* [TASK BRIEF] Repeat exactly the lines of the listing from the line containing "index tip: (372, 391)" through its last line, and nothing beyond them.
● ● ● ●
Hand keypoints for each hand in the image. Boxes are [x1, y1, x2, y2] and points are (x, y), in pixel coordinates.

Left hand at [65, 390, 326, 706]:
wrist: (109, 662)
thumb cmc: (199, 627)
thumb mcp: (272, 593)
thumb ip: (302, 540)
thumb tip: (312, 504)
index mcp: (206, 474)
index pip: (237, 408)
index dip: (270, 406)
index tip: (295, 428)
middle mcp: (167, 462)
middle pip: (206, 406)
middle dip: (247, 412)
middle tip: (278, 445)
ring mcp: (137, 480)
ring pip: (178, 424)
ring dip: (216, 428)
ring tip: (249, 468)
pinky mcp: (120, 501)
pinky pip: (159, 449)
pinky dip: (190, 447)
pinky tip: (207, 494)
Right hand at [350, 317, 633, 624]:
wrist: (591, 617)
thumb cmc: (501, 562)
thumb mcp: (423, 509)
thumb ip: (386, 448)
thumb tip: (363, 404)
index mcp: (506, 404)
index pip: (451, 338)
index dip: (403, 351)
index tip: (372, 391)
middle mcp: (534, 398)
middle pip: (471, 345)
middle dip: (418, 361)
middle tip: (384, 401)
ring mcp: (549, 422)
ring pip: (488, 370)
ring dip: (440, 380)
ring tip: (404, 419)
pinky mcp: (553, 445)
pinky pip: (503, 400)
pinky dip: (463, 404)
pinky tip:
● ● ● ●
* [TASK OUTPUT]
index tip: (372, 391)
middle mcp: (534, 398)
middle pip: (471, 345)
middle dip: (418, 361)
middle tip: (384, 401)
ring mcp: (549, 422)
ring pip: (488, 370)
ring dip: (440, 380)
ring tip: (404, 419)
pinky mcp: (553, 445)
pinky pip: (503, 400)
pinky dip: (463, 404)
pinky tip:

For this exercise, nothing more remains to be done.